A little of the cape would've been fine, but in the amount of time it took to keep doing her silly "flourishes" to get the cape out of the way of sword-swinging, Azumi would've been cut to ribbons ten times over. Keeping it on the whole time was as sensible as wearing a big sack over her head.

The chief villain, Bijomaru (Jo Odagiri), also has a few problems of character design that make him a mite difficult to take at all seriouisly. He is a death-like sissy in white, a sometimes scary-ass character despite that his make-up design is pure Cartoon Network.

And for some moronic reason Bijomaru is always carrying an ugly crumpled-looking fake rose as if intending to bust into a dance from Carmen at any moment. It makes his character just a tad more ridiculous than he already is.


Azumi Starting with shitty-looking CGI crows, it's too obvious from scene one that we're not in the territory of the classics. A viewer has to lower one's expectation to appreciate whatever beauty & excitement might be found here.

Azumi was raised in a warrior orphanage & learned fighting techniques mostly with katana from a big mean father-figure.
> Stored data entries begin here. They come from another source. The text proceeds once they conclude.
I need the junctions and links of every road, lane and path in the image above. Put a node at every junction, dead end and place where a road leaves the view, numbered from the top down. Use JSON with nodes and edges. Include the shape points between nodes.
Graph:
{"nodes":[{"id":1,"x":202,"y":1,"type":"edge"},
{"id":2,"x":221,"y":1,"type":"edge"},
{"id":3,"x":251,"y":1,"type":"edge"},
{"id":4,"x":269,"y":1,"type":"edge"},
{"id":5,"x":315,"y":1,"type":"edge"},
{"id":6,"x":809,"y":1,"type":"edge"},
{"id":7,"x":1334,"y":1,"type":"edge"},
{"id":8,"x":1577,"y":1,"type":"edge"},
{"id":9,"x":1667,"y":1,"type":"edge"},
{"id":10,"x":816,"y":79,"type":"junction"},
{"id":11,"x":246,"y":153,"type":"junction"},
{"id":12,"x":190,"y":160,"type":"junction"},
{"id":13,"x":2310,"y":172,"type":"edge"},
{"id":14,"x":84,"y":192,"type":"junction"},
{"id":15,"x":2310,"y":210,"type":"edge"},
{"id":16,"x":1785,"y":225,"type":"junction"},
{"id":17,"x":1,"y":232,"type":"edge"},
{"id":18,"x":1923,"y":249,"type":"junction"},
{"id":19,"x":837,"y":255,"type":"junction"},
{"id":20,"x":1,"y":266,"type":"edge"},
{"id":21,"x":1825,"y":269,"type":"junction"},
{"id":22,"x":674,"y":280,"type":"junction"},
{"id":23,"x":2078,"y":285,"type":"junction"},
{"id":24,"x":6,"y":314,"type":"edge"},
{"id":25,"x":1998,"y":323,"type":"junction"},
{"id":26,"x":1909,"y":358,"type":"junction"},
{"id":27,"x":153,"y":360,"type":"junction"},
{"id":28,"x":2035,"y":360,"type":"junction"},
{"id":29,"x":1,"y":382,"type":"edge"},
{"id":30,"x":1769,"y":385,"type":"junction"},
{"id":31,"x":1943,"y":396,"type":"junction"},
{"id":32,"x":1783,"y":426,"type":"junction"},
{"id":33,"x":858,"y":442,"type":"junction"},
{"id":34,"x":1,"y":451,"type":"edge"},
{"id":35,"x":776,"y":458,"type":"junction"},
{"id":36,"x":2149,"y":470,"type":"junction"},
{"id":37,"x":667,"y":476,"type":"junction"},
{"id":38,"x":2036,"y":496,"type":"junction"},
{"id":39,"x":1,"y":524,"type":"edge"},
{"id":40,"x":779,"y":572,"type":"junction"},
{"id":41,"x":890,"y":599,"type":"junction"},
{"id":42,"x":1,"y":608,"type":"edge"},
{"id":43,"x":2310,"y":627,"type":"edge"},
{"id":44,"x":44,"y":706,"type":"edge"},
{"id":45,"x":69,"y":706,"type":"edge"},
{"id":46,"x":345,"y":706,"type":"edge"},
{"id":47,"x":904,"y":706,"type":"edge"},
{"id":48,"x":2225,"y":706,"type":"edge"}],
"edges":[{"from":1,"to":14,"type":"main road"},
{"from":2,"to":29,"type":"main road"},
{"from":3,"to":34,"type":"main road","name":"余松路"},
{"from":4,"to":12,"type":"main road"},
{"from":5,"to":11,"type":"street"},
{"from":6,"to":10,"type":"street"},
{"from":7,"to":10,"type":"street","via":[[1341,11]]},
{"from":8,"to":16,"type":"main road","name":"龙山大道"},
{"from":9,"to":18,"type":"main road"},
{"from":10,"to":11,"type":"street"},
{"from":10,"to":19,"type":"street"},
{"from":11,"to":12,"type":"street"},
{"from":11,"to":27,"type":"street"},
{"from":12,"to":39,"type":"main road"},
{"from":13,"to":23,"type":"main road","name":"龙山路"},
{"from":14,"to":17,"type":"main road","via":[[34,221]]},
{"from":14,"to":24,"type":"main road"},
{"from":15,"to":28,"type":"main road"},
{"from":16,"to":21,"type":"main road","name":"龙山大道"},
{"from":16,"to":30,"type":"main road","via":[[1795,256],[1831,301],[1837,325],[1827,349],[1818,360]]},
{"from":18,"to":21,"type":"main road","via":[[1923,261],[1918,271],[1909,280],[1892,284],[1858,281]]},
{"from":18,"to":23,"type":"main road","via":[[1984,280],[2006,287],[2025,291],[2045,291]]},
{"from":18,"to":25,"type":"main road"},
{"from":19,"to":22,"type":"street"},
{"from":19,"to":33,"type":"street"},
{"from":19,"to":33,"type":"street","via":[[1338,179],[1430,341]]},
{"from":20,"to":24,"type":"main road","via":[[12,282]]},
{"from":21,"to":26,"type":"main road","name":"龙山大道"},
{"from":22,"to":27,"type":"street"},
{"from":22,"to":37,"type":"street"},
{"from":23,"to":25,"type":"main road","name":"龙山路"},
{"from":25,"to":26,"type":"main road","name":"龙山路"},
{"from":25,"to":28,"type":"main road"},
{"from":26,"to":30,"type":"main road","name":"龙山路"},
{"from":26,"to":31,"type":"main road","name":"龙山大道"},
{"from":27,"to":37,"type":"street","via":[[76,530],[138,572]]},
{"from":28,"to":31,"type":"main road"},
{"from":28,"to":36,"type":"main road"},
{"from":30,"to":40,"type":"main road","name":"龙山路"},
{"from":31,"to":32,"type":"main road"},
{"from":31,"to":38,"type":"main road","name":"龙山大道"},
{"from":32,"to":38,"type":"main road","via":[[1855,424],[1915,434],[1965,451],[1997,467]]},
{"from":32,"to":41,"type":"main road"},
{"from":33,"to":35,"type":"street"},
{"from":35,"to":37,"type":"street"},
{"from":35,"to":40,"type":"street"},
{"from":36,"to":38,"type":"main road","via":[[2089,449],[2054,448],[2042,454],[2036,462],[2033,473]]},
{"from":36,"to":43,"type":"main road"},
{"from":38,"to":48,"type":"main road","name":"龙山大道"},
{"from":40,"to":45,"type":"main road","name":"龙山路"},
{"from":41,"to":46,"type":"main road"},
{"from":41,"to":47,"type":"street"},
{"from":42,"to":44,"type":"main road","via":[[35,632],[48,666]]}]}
Playing the cruel-fatherly role with laughable realism is the resplendant Yoshio Harada. He's a great performer from an earlier & finer generation of jidai-geki film stars, & his presence here is only laughable because his students all grow up to be Barbies & Kens. I's like if Lawrence Olivier was giving a Shakespearean performance in the middle of a Walt Disney's The Shaggy Dog.

Nachi & Azumi were strongest of the students. Before they can graduate to a real mission, they must have a fight to the death. Azumi is forced (improbably) to kill the young man who has been her most affectionate friend growing up. It colors the killer instinct in her for life.

The comic book had no interest in historical authenticity & the filmmakers didn't bother to add any, so everything that happens is frequently absurd. Azumi is a throwback to some of the worst films starring Sonny Chiba's Japan Action Club teenagers who would do acrobatics pretending to be medieval martial artists, with the trashiest modern pop tunes on the soundtrack, & lots of posturing with nice hair & outfitws.

So Azumi has a trashy guitar soundtrack & there's plenty of cornball action, especially in loony-town at the end. It's all totally cartoony with characters like the monkey-dog-boy & the sissy psycho with the artificial rose. There's hip-samurai dialogue like when the sissy-with-a-rose dude tells Azumi, "This is my first time to defend! You are wonderful!"

It's just so hard to figure out why anyone would spend as much money as it takes to make a film & not want a better one than this. One critic called it "frothy teen camp" & that's Azumi in a nutshell all right. So far, I just haven't been able to bring myself to waste my time watching Azumi 2 (2005), for even if miraculously it was twice as good as the first one, that'd still be abominably bad.